Beginning with the line that contains "thumb cmc: (288, 411)" in the material below, print each line exactly until the line that contains "pinky pip: (598, 714)" has been printed, then stop.

── Extracted information ──

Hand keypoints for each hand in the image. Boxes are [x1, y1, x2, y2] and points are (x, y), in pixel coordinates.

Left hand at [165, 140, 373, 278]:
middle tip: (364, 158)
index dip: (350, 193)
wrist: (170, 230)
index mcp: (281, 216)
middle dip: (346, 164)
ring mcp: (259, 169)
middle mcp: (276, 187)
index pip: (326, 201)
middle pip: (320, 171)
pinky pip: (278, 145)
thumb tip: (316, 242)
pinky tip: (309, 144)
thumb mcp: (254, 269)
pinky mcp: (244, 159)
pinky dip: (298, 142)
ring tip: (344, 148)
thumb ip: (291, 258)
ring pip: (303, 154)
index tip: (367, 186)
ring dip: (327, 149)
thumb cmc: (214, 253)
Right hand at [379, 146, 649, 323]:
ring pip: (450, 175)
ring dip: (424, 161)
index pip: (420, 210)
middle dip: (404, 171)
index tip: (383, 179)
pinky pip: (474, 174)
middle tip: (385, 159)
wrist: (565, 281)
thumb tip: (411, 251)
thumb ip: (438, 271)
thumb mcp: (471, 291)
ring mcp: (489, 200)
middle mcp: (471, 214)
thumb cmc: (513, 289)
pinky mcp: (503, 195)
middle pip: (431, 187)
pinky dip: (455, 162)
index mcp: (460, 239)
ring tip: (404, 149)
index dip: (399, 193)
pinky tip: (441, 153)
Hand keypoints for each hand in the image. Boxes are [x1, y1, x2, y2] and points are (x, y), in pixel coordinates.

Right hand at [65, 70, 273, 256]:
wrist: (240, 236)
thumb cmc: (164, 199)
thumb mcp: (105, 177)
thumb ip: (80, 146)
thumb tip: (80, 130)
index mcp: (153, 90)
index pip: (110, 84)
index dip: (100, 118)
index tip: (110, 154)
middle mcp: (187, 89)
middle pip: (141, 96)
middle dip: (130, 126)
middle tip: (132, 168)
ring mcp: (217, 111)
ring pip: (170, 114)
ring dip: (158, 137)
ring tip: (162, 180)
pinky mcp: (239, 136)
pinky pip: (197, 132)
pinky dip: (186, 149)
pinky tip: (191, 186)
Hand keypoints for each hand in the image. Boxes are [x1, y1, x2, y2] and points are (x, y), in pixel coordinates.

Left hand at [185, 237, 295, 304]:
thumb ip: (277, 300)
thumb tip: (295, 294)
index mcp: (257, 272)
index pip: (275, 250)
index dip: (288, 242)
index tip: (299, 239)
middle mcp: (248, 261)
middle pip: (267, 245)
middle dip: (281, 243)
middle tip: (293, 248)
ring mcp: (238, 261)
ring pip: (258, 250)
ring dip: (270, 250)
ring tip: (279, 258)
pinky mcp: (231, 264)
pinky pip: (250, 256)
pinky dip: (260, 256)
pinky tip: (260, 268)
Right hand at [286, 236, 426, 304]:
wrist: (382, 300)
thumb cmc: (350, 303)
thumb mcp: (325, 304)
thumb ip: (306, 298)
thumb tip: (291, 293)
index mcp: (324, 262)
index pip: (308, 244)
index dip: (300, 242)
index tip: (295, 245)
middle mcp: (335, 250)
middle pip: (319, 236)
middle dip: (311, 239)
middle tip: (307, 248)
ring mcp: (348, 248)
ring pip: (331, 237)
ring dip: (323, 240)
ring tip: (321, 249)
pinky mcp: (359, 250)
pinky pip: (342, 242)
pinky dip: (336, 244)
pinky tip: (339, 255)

───
── Extracted information ──

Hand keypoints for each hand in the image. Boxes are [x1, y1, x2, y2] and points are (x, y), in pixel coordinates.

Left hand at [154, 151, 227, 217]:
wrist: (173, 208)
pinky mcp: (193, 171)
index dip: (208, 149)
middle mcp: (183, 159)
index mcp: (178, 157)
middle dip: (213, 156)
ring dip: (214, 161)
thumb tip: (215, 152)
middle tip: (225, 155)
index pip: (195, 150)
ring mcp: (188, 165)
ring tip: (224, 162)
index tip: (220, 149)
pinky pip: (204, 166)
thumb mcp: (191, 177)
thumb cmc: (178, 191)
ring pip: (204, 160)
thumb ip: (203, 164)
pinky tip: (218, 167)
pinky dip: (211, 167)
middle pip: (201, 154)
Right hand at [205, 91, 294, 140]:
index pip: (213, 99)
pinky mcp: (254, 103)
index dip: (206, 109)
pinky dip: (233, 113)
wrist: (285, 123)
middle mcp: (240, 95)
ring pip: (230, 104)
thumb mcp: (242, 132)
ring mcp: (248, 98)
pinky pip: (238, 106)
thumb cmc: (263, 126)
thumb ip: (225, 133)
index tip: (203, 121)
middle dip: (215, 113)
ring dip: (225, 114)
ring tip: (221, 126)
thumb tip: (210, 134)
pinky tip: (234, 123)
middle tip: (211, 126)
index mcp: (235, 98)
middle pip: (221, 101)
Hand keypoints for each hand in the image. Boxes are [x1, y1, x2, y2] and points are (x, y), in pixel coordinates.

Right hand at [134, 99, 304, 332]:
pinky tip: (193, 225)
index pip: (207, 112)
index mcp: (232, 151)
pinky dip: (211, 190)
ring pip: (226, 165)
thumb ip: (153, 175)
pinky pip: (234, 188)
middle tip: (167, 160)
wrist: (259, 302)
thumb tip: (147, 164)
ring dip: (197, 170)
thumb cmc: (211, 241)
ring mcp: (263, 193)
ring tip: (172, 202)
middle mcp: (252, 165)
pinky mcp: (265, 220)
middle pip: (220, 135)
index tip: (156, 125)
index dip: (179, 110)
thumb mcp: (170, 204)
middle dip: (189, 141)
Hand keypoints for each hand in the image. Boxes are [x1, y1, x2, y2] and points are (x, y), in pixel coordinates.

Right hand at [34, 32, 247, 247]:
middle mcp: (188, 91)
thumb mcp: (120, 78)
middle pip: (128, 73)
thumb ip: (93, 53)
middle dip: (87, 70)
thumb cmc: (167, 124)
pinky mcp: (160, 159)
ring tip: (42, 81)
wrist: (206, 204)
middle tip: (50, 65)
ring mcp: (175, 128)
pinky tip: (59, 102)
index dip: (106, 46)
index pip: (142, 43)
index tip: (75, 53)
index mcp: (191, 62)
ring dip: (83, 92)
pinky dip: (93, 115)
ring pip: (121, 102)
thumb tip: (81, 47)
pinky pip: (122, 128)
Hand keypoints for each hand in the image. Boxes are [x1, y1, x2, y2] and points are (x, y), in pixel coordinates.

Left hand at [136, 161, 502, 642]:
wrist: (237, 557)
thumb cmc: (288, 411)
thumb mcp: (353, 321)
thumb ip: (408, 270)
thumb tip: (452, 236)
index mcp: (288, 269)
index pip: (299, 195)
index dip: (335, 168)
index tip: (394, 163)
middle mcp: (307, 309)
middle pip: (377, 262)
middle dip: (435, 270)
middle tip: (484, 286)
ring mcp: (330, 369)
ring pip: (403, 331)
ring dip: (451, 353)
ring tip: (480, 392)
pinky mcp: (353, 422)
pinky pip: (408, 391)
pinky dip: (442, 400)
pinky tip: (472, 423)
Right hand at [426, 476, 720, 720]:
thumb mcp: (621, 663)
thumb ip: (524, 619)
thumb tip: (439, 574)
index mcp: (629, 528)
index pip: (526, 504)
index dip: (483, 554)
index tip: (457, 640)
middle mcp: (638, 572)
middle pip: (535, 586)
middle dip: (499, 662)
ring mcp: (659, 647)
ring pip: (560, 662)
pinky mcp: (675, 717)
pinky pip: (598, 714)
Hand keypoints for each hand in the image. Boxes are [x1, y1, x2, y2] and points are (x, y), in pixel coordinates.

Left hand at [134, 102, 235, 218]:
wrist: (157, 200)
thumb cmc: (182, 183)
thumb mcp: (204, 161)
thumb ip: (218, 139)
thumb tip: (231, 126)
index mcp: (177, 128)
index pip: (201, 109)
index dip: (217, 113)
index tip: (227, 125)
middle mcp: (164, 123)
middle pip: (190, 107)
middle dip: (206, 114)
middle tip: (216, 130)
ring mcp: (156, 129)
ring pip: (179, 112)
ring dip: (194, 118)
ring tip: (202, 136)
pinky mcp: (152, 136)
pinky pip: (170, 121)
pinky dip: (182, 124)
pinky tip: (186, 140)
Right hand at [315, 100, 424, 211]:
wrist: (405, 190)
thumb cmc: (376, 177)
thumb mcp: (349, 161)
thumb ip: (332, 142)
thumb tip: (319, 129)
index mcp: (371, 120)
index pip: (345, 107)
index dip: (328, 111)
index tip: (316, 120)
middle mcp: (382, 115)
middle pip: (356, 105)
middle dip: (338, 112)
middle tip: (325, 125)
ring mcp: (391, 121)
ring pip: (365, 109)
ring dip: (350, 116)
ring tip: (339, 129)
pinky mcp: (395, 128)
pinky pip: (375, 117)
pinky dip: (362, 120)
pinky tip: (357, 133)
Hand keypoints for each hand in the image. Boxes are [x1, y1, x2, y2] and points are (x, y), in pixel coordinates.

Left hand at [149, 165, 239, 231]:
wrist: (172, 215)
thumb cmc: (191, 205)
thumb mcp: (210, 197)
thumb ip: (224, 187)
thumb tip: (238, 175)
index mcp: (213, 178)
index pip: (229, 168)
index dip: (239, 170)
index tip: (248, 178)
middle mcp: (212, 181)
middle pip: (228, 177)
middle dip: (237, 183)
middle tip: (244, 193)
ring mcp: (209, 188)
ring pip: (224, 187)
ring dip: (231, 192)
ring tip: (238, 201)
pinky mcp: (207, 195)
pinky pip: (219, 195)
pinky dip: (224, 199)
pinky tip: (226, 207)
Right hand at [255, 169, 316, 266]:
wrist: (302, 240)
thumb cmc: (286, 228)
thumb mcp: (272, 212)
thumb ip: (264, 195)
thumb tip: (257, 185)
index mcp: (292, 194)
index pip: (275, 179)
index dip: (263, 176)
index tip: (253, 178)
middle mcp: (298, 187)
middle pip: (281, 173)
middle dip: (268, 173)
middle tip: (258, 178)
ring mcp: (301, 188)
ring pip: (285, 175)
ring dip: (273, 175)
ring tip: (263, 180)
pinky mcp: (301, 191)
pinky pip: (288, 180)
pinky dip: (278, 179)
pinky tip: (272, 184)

───

Answer below
thumb cmc: (288, 411)
thumb mcp: (353, 321)
thumb ip: (408, 270)
thumb tip: (452, 236)
index mcp: (288, 269)
index pip: (299, 195)
index dip: (335, 168)
index tip: (394, 163)
middle mcp: (307, 309)
middle pip: (377, 262)
middle dip: (435, 270)
middle tip: (484, 286)
ring mcp: (330, 369)
ring pip: (403, 331)
ring dip: (451, 353)
ring tip: (480, 392)
pinky mcp: (353, 422)
pinky pip: (408, 391)
pinky dip: (442, 400)
pinky tip: (472, 423)
Right hand at [426, 476, 720, 720]:
thumb mcp: (621, 663)
thumb ip: (524, 619)
thumb tip: (439, 574)
index mcp: (629, 528)
index pip: (526, 504)
index dip: (483, 554)
index tip: (457, 640)
middle mcp: (638, 572)
middle pip: (535, 586)
middle dip: (499, 662)
ring mcp: (659, 647)
ring pip: (560, 662)
pinky mcp: (675, 717)
pinky pip: (598, 714)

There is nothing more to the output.